The present invention relates to a fluid pressure cylinder with a booster mechanism that increases thrust in the second half of a forward stroke of a piston rod by using the booster mechanism.
In working machines, such as a clamping device, a compressing device, or a spot welding device, typically, a considerably large driving force is not necessary in the first half of a working process and a large driving force is necessary in the second half of the working process. Therefore, as disclosed in Patent Literatures (PTLs) 1 to 3, fluid pressure cylinders used in such working machines increase thrust in the second half of a working stroke (forward stroke) of a piston rod by additionally including booster mechanisms having various structures.
The fluid pressure cylinder with a booster mechanism disclosed in each of PTLs 1 to 3 includes a booster piston in addition to a main piston for driving the piston rod. When the piston rod reaches a booster start position before a forward stroke end, a pressure fluid is supplied to the booster piston to move the booster piston forward so that thrust of the booster piston acts on the piston rod. Thus, the piston rod is moved forward by large combined thrust that is the sum of the thrust of the main piston and the thrust of the booster piston. Therefore, in the fluid pressure cylinder with a booster mechanism, in addition to a port for causing the pressure fluid to act on the main piston, a port for causing the pressure fluid to act on the booster piston is necessary. Accordingly, the number of pipes becomes larger than that of an ordinary fluid pressure cylinder.

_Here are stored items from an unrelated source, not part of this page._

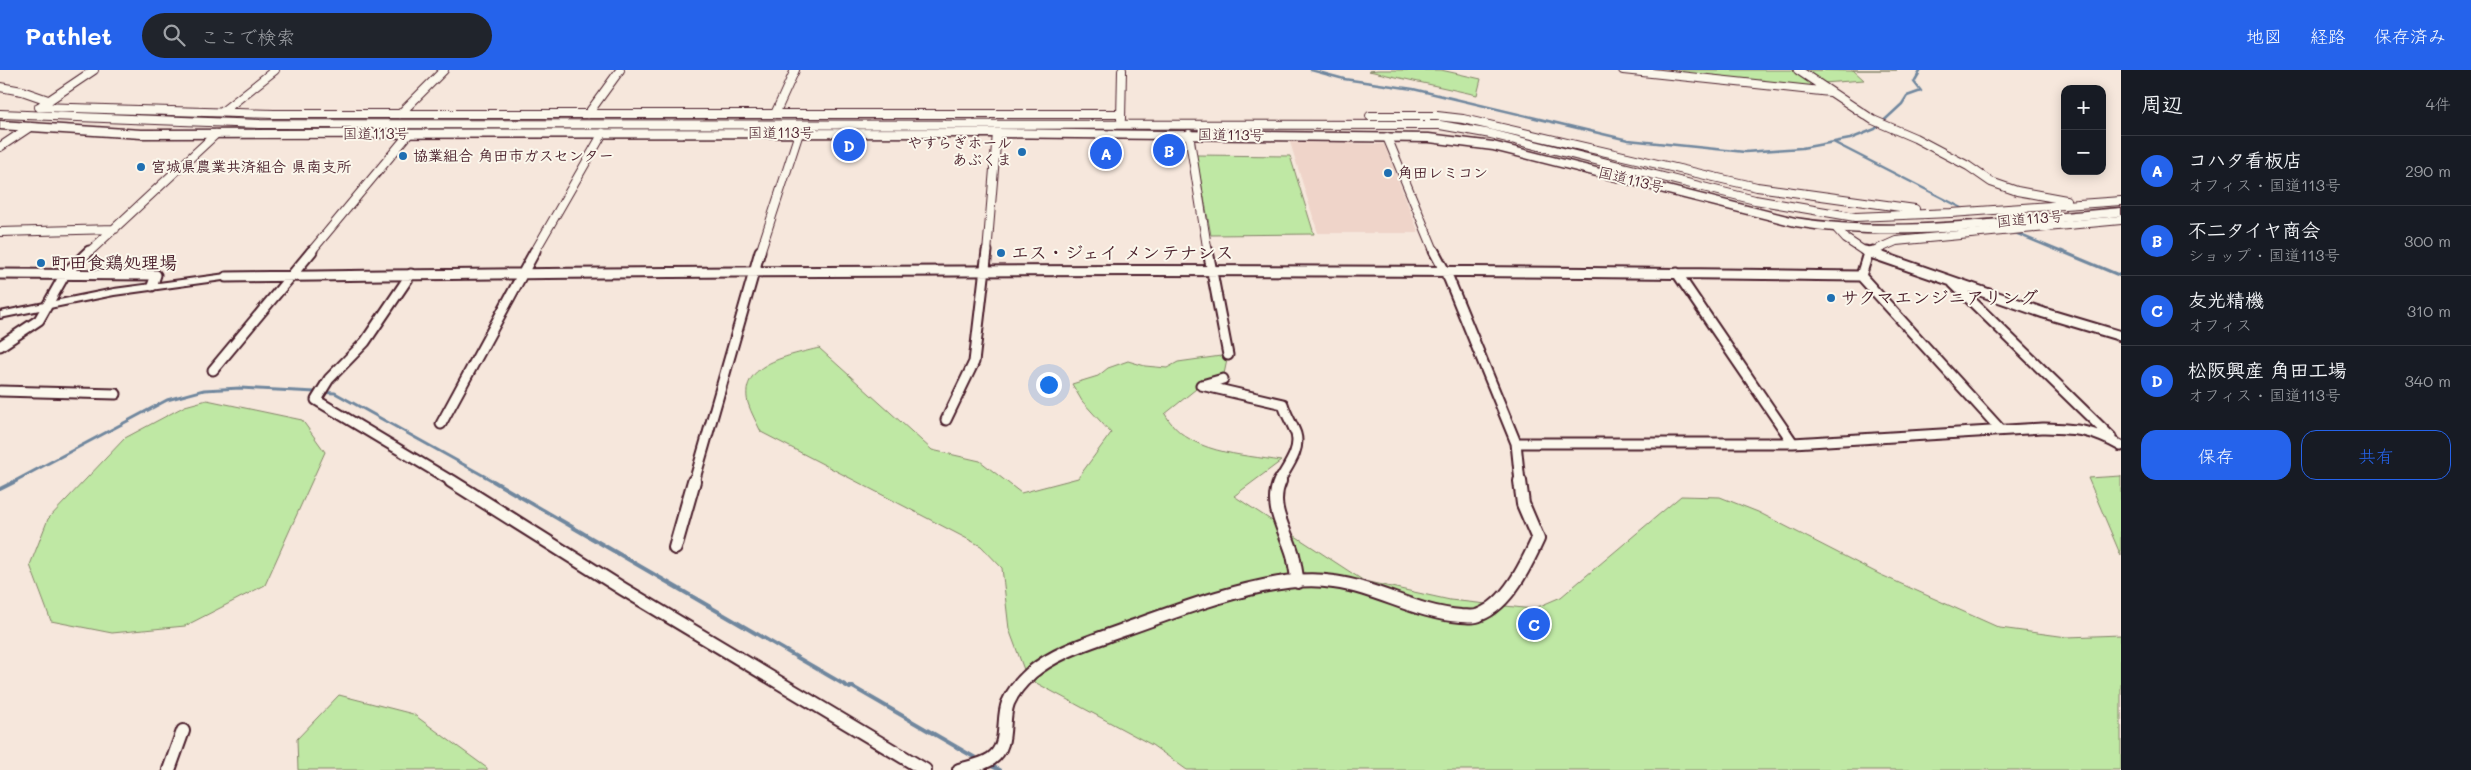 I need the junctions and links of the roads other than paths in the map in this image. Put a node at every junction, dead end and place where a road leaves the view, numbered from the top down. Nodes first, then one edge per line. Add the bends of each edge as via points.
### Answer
1 (94, 70) edge
2 (275, 70) edge
3 (444, 70) edge
4 (620, 70) edge
5 (795, 70) edge
6 (1122, 70) edge
7 (1623, 70) edge
8 (1798, 70) edge
9 (0, 87) edge
10 (1831, 92) junction
11 (48, 100) junction
12 (222, 112) junction
13 (0, 114) edge
14 (274, 114) junction
15 (400, 114) junction
16 (588, 114) junction
17 (775, 114) junction
18 (1121, 114) junction
19 (1370, 116) dead end
20 (0, 121) edge
21 (0, 125) edge
22 (1122, 125) junction
23 (25, 127) junction
24 (214, 128) junction
25 (603, 133) junction
26 (799, 133) junction
27 (997, 133) junction
28 (409, 134) junction
29 (1189, 134) junction
30 (1387, 137) junction
31 (0, 147) edge
32 (2121, 201) edge
33 (2092, 203) junction
34 (2121, 212) edge
35 (1951, 213) junction
36 (2068, 216) junction
37 (2121, 220) edge
38 (1837, 228) junction
39 (114, 229) junction
40 (0, 232) edge
41 (1868, 252) junction
42 (1213, 271) junction
43 (1443, 271) junction
44 (985, 272) junction
45 (522, 273) junction
46 (753, 273) junction
47 (1677, 273) junction
48 (0, 274) edge
49 (65, 274) junction
50 (411, 274) junction
51 (1861, 276) junction
52 (226, 277) joint
53 (293, 277) junction
54 (1950, 281) junction
55 (152, 286) junction
56 (49, 305) junction
57 (0, 315) edge
58 (2121, 336) edge
59 (0, 346) edge
60 (1228, 355) dead end
61 (213, 370) dead end
62 (1223, 379) dead end
63 (0, 391) edge
64 (116, 394) dead end
65 (946, 420) dead end
66 (441, 424) dead end
67 (2000, 429) junction
68 (1516, 443) junction
69 (1793, 443) junction
70 (2121, 446) edge
71 (675, 548) dead end
72 (1298, 582) junction
73 (183, 732) dead end
74 (169, 770) edge
75 (925, 770) edge
76 (959, 770) edge

1 - 11 street
2 - 12 street
3 - 15 street
4 - 16 street
5 - 17 street
6 - 18 street
7 - 10 street
8 - 10 street
9 - 11 street
10 - 33 street via 1872,120 1915,138 1991,182 2034,195
11 - 12 street via 39,107
12 - 14 street
13 - 24 street
14 - 15 street
14 - 24 street
15 - 16 street
16 - 17 street
17 - 18 street
18 - 22 street
19 - 35 street via 1463,119 1757,187
20 - 23 street
21 - 23 highway, 国道113号
22 - 24 street via 349,125
22 - 35 street via 1453,126 1779,204 1855,217
23 - 24 highway, 国道113号 via 141,134
23 - 31 street
24 - 28 highway, 国道113号
24 - 39 street
25 - 26 highway, 国道113号
25 - 28 highway, 国道113号
25 - 45 street
26 - 27 highway, 国道113号
26 - 46 street
27 - 29 highway, 国道113号
27 - 44 street
28 - 53 street
29 - 30 highway, 国道113号
29 - 42 street
30 - 38 highway, 国道113号 via 1429,138 1494,146 1786,220
30 - 43 street
32 - 33 street
33 - 35 street
33 - 36 street via 2066,212
34 - 36 highway, 国道113号
36 - 38 highway, 国道113号 via 1897,230
37 - 41 street via 1896,241
38 - 41 street
39 - 40 street
39 - 49 street
41 - 51 street
41 - 54 street
42 - 43 street
42 - 44 street
42 - 60 street
43 - 47 street
43 - 68 street via 1449,278
44 - 46 street
44 - 65 street via 974,362
45 - 46 street
45 - 50 street
45 - 66 street
46 - 71 street
47 - 51 street
47 - 69 street
48 - 49 street
49 - 55 street via 156,275
49 - 56 street
50 - 53 street
50 - 75 street via 358,351 318,392 316,400 320,404
51 - 67 street
52 - 53 street
52 - 55 street
53 - 61 street
54 - 58 street
54 - 70 street
55 - 56 street
56 - 57 street
56 - 59 street via 39,320
62 - 72 street via 1202,385 1283,404 1286,417 1296,432 1298,442 1294,458 1275,493 1275,506 1294,557
63 - 64 street
67 - 69 street
67 - 70 street via 2082,429
68 - 69 street
68 - 72 street via 1523,504 1538,539 1508,590 1478,616 1452,616 1407,606 1345,584 1318,580
72 - 76 street via 1248,588 1060,654 1031,672 1012,697 1000,750 991,759
73 - 74 street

On the other hand, for a working machine including such a fluid pressure cylinder with a booster mechanism, it is required that the number of pipes be reduced as much as possible in order to increase safety by preventing damage to pipes around the fluid pressure cylinder due to contact with peripheral equipment and in order to simplify the operation of connecting pipes and the maintenance and management of pipes.

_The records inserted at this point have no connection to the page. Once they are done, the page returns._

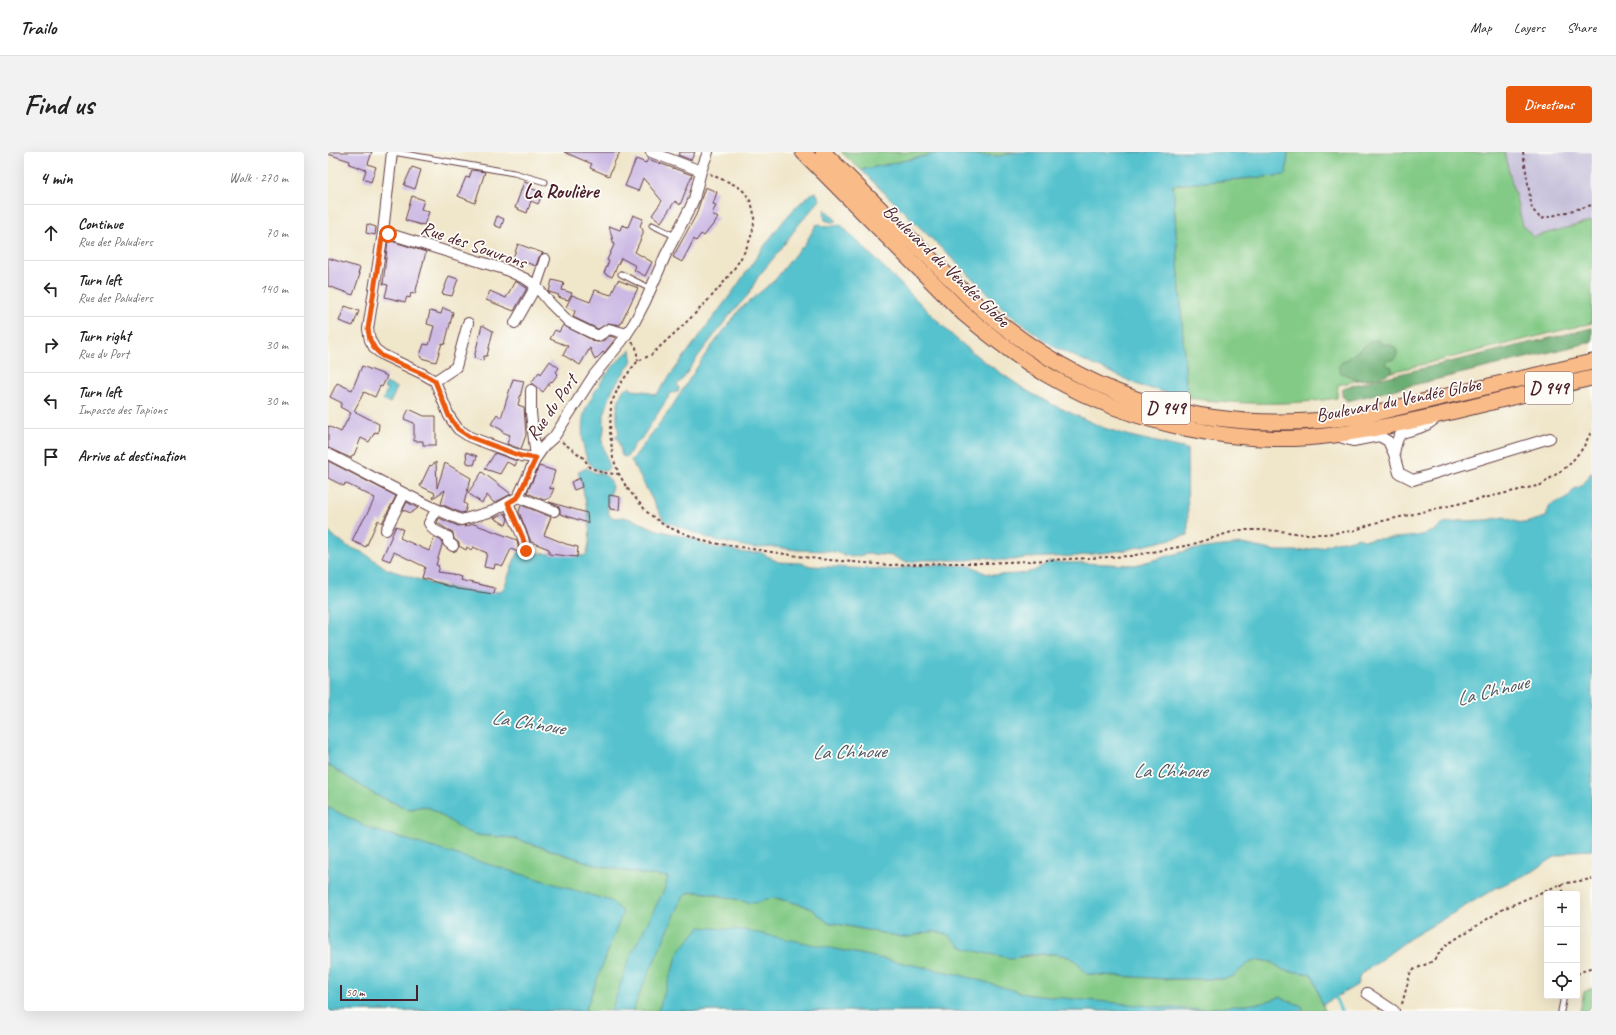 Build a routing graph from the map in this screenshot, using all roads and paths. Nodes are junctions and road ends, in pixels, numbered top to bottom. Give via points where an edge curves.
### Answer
1 (392, 152) edge
2 (651, 152) edge
3 (708, 152) edge
4 (803, 152) edge
5 (823, 152) edge
6 (1523, 152) edge
7 (701, 171) junction
8 (714, 176) dead end
9 (545, 182) dead end
10 (1592, 205) edge
11 (652, 225) dead end
12 (383, 232) junction
13 (675, 236) junction
14 (545, 259) dead end
15 (621, 274) dead end
16 (536, 286) junction
17 (651, 289) junction
18 (468, 323) dead end
19 (515, 323) dead end
20 (627, 334) junction
21 (638, 361) junction
22 (1592, 362) edge
23 (1592, 378) edge
24 (435, 381) junction
25 (531, 390) dead end
26 (1442, 414) junction
27 (1592, 430) edge
28 (1333, 435) junction
29 (554, 437) junction
30 (1550, 438) dead end
31 (328, 454) edge
32 (1394, 454) junction
33 (536, 458) junction
34 (619, 474) junction
35 (404, 494) junction
36 (518, 497) junction
37 (508, 503) junction
38 (436, 510) junction
39 (554, 511) dead end
40 (386, 530) dead end
41 (453, 546) dead end
42 (526, 551) dead end
43 (1592, 879) edge
44 (1562, 884) junction
45 (1563, 891) edge
46 (1592, 967) edge
47 (1580, 973) edge
48 (1367, 993) dead end
49 (1563, 999) edge
50 (1398, 1008) edge
51 (1561, 1011) edge

1 - 9 lane via 514,173
1 - 12 street
2 - 7 street
3 - 7 street, Rue du Port
4 - 28 main road, Boulevard du Vendée Globe / D 949 via 963,313 991,337 1050,376 1112,407 1178,427 1264,438
5 - 22 main road, Boulevard du Vendée Globe / D 949 via 973,301 1020,340 1085,379 1119,393 1181,412 1268,423 1339,419 1366,415
6 - 10 path via 1532,209 1541,219
7 - 13 street, Rue du Port via 694,199
8 - 21 path via 740,188 746,193 752,205 754,225 744,254 725,283 651,355
11 - 13 lane
12 - 16 street, Rue des Souvrons via 504,269
12 - 24 street via 368,329 370,340 382,356
13 - 17 street, Rue du Port
14 - 16 street
15 - 17 lane
16 - 19 street
16 - 20 street, Rue des Souvrons via 569,322 598,336 609,329
17 - 20 street, Rue du Port
18 - 24 street via 456,367
20 - 21 path via 636,347
20 - 29 street, Rue du Port via 594,375
21 - 34 path via 620,384 610,404 613,458
23 - 26 main road, Boulevard du Vendée Globe / D 949
24 - 33 street via 449,416 458,429 470,437 521,456
25 - 33 street
26 - 28 main road, Boulevard du Vendée Globe / D 949
26 - 32 street via 1424,426 1399,435
27 - 34 path via 1583,448 1569,466 1542,484 1374,523 1353,531 1302,534 1238,530 1190,546 1130,556 994,563 890,565 817,559 707,542 665,526 647,512
28 - 32 street via 1353,441 1379,436 1388,442
29 - 33 street, Rue du Port
29 - 34 path via 584,458 589,467 603,473
30 - 32 street via 1413,480 1399,473
31 - 35 street
33 - 36 street, Rue du Port
35 - 38 street
35 - 40 street
36 - 37 street
36 - 39 street
37 - 38 street via 493,511 461,520
37 - 42 street
38 - 41 street via 429,523 434,530 448,537 448,542
43 - 44 path
44 - 45 path
44 - 50 path via 1505,908 1446,945 1433,961 1411,971
46 - 47 path
48 - 50 street
49 - 51 lane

[PTL 1] Japanese Unexamined Patent Application Publication No. 6-42507
[PTL 2] Japanese Unexamined Patent Application Publication No. 6-300008
[PTL 3] Japanese Unexamined Patent Application Publication No. 11-166506
A technical object of the present invention is to provide a fluid pressure cylinder with a booster mechanism in which the number of ports is made smaller than that of an existing fluid pressure cylinder with a booster mechanism by efficiently disposing a channel for supplying a pressure fluid to a booster piston and thereby the number of pipes is reduced to improve safety and to simplify piping work.
In order to achieve the object, a fluid pressure cylinder with a booster mechanism according to the present invention is structured as follows. A main cylinder chamber and a booster cylinder chamber that are separated by a partition wall are provided in a cylinder body. A main piston is disposed in the main cylinder chamber so as to be slidable in a direction along an axial line, and the main cylinder chamber is divided by the main piston into a first main pressure chamber and a second main pressure chamber. A booster piston is disposed in the booster cylinder chamber so as to be slidable in the direction along the axial line, and the booster cylinder chamber is divided by the booster piston into a first sub-pressure chamber and a second sub-pressure chamber. A first port that communicates with the first main pressure chamber and a second port that communicates with the second main pressure chamber and the second sub-pressure chamber are provided in the cylinder body. A piston rod is coupled to the main piston, and the piston rod extends to an outside through the partition wall, the booster piston, and an end wall of the booster cylinder chamber. A communication path, one end of which communicates with the first main pressure chamber and at the other end of which a check valve is disposed, is provided in the main piston and the piston rod, and the check valve allows the first main pressure chamber and the first sub-pressure chamber to communicate with each other by opening the communication path by being pressed by the booster piston when the piston rod reaches a booster start position before a forward stroke end. A coupling-member containing chamber is formed in the booster piston so as to surround the piston rod, and a coupling member is disposed in the coupling-member containing chamber so as to surround the piston rod. An engagement surface and an engagement groove are formed in the coupling-member containing chamber and an outer peripheral surface of the piston rod, and, when the booster piston moves forward by an action of a pressure fluid supplied to the first sub-pressure chamber through the communication path, the engagement surface and the engagement groove engage with the coupling member and thereby the booster piston and the piston rod are coupled to each other.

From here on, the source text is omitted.